▶ _Your instructions_
Your job is to reproduce all of the data exactly.

▶ _Extracted entries_

------------------------------------------------------------------------

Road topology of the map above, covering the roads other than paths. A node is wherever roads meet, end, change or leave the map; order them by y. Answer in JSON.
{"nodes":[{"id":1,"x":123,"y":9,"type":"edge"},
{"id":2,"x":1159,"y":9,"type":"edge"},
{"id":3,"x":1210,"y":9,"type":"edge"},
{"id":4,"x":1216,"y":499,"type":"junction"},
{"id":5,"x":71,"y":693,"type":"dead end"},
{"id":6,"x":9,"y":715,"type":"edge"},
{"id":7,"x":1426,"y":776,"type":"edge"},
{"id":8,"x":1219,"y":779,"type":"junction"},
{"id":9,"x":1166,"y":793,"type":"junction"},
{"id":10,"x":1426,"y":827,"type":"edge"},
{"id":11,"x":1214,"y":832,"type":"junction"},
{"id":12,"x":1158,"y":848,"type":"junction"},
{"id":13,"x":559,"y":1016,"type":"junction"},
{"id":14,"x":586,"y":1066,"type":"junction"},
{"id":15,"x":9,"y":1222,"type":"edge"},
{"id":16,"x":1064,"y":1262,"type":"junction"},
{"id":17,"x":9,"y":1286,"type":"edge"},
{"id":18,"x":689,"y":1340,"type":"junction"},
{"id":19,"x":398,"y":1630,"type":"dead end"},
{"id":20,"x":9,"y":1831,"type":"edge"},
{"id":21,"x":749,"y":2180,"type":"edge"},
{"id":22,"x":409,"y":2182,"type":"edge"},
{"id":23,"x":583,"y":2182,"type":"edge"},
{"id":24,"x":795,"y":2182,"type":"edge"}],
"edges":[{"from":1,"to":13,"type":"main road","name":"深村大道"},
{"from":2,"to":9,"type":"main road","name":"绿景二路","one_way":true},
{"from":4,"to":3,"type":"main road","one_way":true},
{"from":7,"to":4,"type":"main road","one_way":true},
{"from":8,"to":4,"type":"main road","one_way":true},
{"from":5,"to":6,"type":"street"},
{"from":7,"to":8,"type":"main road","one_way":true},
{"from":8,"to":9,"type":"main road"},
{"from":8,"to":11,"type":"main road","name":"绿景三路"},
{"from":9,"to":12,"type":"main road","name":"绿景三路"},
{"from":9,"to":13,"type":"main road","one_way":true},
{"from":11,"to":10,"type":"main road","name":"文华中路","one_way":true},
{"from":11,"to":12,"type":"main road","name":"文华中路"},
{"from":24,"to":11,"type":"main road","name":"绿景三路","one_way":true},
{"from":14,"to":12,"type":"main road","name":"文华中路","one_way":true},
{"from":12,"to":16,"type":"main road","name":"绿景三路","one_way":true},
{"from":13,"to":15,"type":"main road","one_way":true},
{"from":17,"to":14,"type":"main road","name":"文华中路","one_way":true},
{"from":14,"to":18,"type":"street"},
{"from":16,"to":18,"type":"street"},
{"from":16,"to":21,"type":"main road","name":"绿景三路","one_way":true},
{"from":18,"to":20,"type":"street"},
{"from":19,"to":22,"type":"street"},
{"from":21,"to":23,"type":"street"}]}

------------------------------------------------------------------------

▶ _Result of this exercise_
Road topology of the map above, covering the roads other than paths. A node is wherever roads meet, end, change or leave the map; order them by y. Answer in JSON.
{"nodes":[{"id":1,"x":123,"y":9,"type":"edge"},
{"id":2,"x":1159,"y":9,"type":"edge"},
{"id":3,"x":1210,"y":9,"type":"edge"},
{"id":4,"x":1216,"y":499,"type":"junction"},
{"id":5,"x":71,"y":693,"type":"dead end"},
{"id":6,"x":9,"y":715,"type":"edge"},
{"id":7,"x":1426,"y":776,"type":"edge"},
{"id":8,"x":1219,"y":779,"type":"junction"},
{"id":9,"x":1166,"y":793,"type":"junction"},
{"id":10,"x":1426,"y":827,"type":"edge"},
{"id":11,"x":1214,"y":832,"type":"junction"},
{"id":12,"x":1158,"y":848,"type":"junction"},
{"id":13,"x":559,"y":1016,"type":"junction"},
{"id":14,"x":586,"y":1066,"type":"junction"},
{"id":15,"x":9,"y":1222,"type":"edge"},
{"id":16,"x":1064,"y":1262,"type":"junction"},
{"id":17,"x":9,"y":1286,"type":"edge"},
{"id":18,"x":689,"y":1340,"type":"junction"},
{"id":19,"x":398,"y":1630,"type":"dead end"},
{"id":20,"x":9,"y":1831,"type":"edge"},
{"id":21,"x":749,"y":2180,"type":"edge"},
{"id":22,"x":409,"y":2182,"type":"edge"},
{"id":23,"x":583,"y":2182,"type":"edge"},
{"id":24,"x":795,"y":2182,"type":"edge"}],
"edges":[{"from":1,"to":13,"type":"main road","name":"深村大道"},
{"from":2,"to":9,"type":"main road","name":"绿景二路","one_way":true},
{"from":4,"to":3,"type":"main road","one_way":true},
{"from":7,"to":4,"type":"main road","one_way":true},
{"from":8,"to":4,"type":"main road","one_way":true},
{"from":5,"to":6,"type":"street"},
{"from":7,"to":8,"type":"main road","one_way":true},
{"from":8,"to":9,"type":"main road"},
{"from":8,"to":11,"type":"main road","name":"绿景三路"},
{"from":9,"to":12,"type":"main road","name":"绿景三路"},
{"from":9,"to":13,"type":"main road","one_way":true},
{"from":11,"to":10,"type":"main road","name":"文华中路","one_way":true},
{"from":11,"to":12,"type":"main road","name":"文华中路"},
{"from":24,"to":11,"type":"main road","name":"绿景三路","one_way":true},
{"from":14,"to":12,"type":"main road","name":"文华中路","one_way":true},
{"from":12,"to":16,"type":"main road","name":"绿景三路","one_way":true},
{"from":13,"to":15,"type":"main road","one_way":true},
{"from":17,"to":14,"type":"main road","name":"文华中路","one_way":true},
{"from":14,"to":18,"type":"street"},
{"from":16,"to":18,"type":"street"},
{"from":16,"to":21,"type":"main road","name":"绿景三路","one_way":true},
{"from":18,"to":20,"type":"street"},
{"from":19,"to":22,"type":"street"},
{"from":21,"to":23,"type":"street"}]}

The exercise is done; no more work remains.